# Broken neck



## JustDressageIt (Oct 4, 2007)

Yikes. Sorry to hear about your injury. 
Listen to the doctors for the most part. I have had a few friends who have successfully come out of various back injuries, and as long as they were smart about it they didn't have too many problems.
Heal up fast!


----------



## Loosewolf (Oct 31, 2008)

Thank God you are doing well! I have had some (not as severe as yours) traumatic events on horseback, two this year alone..
So, the 1st thing I would have to advise (within my conscience and common sense, anyway)to follow your Physicians advice..
Having said that, and I am NO Physician either, here's what I can add..
IF NO-ONE can TALK YOU OUT OF IT, period, then obviously safety in all forms is in order here.
You should NOT ride AT ALL for quite a while longer...your healing process isn't near finished...
Next, when you INSIST you must get back,*A safe horse* (may not be yours for now) is a MUST..*A Controlled environment* (indoor ring, or well cared for and fenced-in outside ring/area) *Walking gaits only *for a while (any trotting will be a very bad idea) and ride with* visual and audible supervision* (better known as a friend with a cell-phone!)
Safety equipment? Certainly a *C-COLLAR* (cervical restraint collar..you know what that is for sure) *A* *HELMET* also..
*DO NOT GROUND MOUNT*, or* MOUNT WITHOUT ASSISTANCE...*too risky right now*
I cannot condone risking another injury*, one that may be FAR worse than you have now, but I know I would be tempted eventually...1st give yourself time to heal a bit more eh?
IF YOU MUST RIDE...pad your odds at all costs!

PLEASE go easy and be careful! -Lw


----------



## TwisterRush (Sep 8, 2009)

oh my im sorry ! 
I hope you get better, healing thoughts your way ! 

Did he say how long you are out of the saddle for ? hopefully its not permanent.. maybe he meant only temporary ?


----------



## rocky pony (Oct 5, 2007)

wait, do they mean never to ride again? please do clarify..


----------



## Lobelia Overhill (Nov 3, 2009)

Nick Skelton broke his neck a few years ago and is not only back riding, he's back competing at International level, very successfully!


----------



## iridehorses (Oct 22, 2007)

When I was in my early 30's I was in a car accident and had 2 compressed fractured vertebra in the T region (over 30 years ago so I don't remember which exactly).

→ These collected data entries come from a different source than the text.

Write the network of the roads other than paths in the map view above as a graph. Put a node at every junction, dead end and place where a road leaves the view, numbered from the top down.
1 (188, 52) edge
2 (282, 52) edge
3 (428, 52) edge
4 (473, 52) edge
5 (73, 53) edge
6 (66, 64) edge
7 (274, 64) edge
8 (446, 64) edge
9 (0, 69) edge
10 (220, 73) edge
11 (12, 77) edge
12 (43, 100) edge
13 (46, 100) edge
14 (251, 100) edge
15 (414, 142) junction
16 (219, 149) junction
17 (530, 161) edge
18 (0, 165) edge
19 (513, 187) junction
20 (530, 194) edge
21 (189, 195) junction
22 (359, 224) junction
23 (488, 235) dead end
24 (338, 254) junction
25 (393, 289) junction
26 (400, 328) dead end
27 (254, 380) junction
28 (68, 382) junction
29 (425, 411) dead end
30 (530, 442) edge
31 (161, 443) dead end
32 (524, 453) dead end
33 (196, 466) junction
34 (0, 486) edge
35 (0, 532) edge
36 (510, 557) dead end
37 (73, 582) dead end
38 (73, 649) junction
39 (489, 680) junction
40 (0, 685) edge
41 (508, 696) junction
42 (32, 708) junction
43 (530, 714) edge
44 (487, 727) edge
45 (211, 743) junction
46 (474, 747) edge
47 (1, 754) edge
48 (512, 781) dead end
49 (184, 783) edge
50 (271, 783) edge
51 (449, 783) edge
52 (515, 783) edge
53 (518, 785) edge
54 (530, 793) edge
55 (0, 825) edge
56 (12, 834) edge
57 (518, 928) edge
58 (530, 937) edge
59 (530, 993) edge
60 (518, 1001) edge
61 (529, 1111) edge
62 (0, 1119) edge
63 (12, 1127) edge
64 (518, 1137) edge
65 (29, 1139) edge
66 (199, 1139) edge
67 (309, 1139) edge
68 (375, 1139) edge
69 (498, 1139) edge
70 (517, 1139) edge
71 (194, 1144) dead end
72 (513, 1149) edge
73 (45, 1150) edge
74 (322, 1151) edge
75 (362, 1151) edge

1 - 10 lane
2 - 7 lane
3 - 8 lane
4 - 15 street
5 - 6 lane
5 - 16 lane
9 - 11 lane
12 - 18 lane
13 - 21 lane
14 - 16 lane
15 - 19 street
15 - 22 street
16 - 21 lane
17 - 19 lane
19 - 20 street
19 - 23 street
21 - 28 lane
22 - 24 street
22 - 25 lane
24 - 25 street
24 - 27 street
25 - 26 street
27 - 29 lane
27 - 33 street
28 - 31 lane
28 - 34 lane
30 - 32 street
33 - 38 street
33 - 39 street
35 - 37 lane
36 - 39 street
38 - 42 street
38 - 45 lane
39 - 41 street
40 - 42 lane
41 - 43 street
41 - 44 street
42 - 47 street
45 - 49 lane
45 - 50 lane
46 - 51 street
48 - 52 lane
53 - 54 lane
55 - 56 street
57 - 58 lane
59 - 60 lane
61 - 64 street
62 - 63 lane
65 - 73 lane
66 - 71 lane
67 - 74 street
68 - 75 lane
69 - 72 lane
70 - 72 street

No surgery but I had to wear a brace and be very cautious for the next 6 months. My doctor said the same thing but 1 year latter, I bought a motorcycle and a horse - still ride both. Currently, and for the past 15 years, I've ridden with 2 herniated discs that act up every now and then.

That's me - that may not be you. I did a lot of exercises and stregthened my back muscles. What I did was to tell my Dr what I was planning and ask what to do to accomplish it - it worked for me but your case may be very different.

In any case, good luck with your recovery and welcome to the forum!!


----------



## PaintHorseMares (Apr 19, 2008)

iridehorses said:


> I did a lot of exercises and stregthened my back muscles. What I did was to tell my Dr what I was planning and ask what to do to accomplish it...


This is key, and you may want to talk with a doctor specializing in sports medicine. They are familiar with the regiment necessary to successfully come back from injuries like this.


----------



## Rdoscherca (Nov 7, 2009)

Thank you!


----------



## bubblegum (Oct 6, 2009)

i broke the lower part of my back this time last year and i am only really allowed back in the saddle now. you are very lucky that you still have full function. i have decided that riding is no longer for me as i got out of the last accident really luckily, so im going to start driving, but i would advice if you go back riding a very good back protector with sleeves and there are new ones out there that blow up when you fall. but i would take a year off to let your back heal fully


----------



## Vidaloco (Sep 14, 2007)

I fractured 3 and cracked one transverse processes in my back from a fall from my horse. Its almost 2 years this month. It didn't require surgery, its one of those things that just has to heal itself. I can still occasionally feel the little bones shift around. 
I was off of riding for only 3 months. Then it was getting over the anxiety of falling. I'm fully "back in the saddle" now 
Do what ever it takes to get healthy and count your blessings it wasn't worse. I don't know the full extent of your injuries but please, do what the doctors tell you. Maybe get into driving like bubblegum if you must have horses in your life.


----------



## HalfPass (Jun 12, 2009)

Hello and welcome to the forum!

Well, I did not injure my neck from a horse accident. It was a car accident instead.
I have had 2 neck surgeries The first in Jan of 2008. And then the second one was to fuse my neck at C4-5 C5-6
I am almost 100% fused and my surgeon told me to do what I want. Including to ride horses!!!!
I actually have really really good Range of Motion. He was amazed at my one year visit at how well my neck has done.
The one thing I did was to continue to pay to go the Physical Therapy for a long time even after the insurance was not paying. I went for almost a year after my last neck surgery.
There were many times I wondered if I would ever be able to ride again.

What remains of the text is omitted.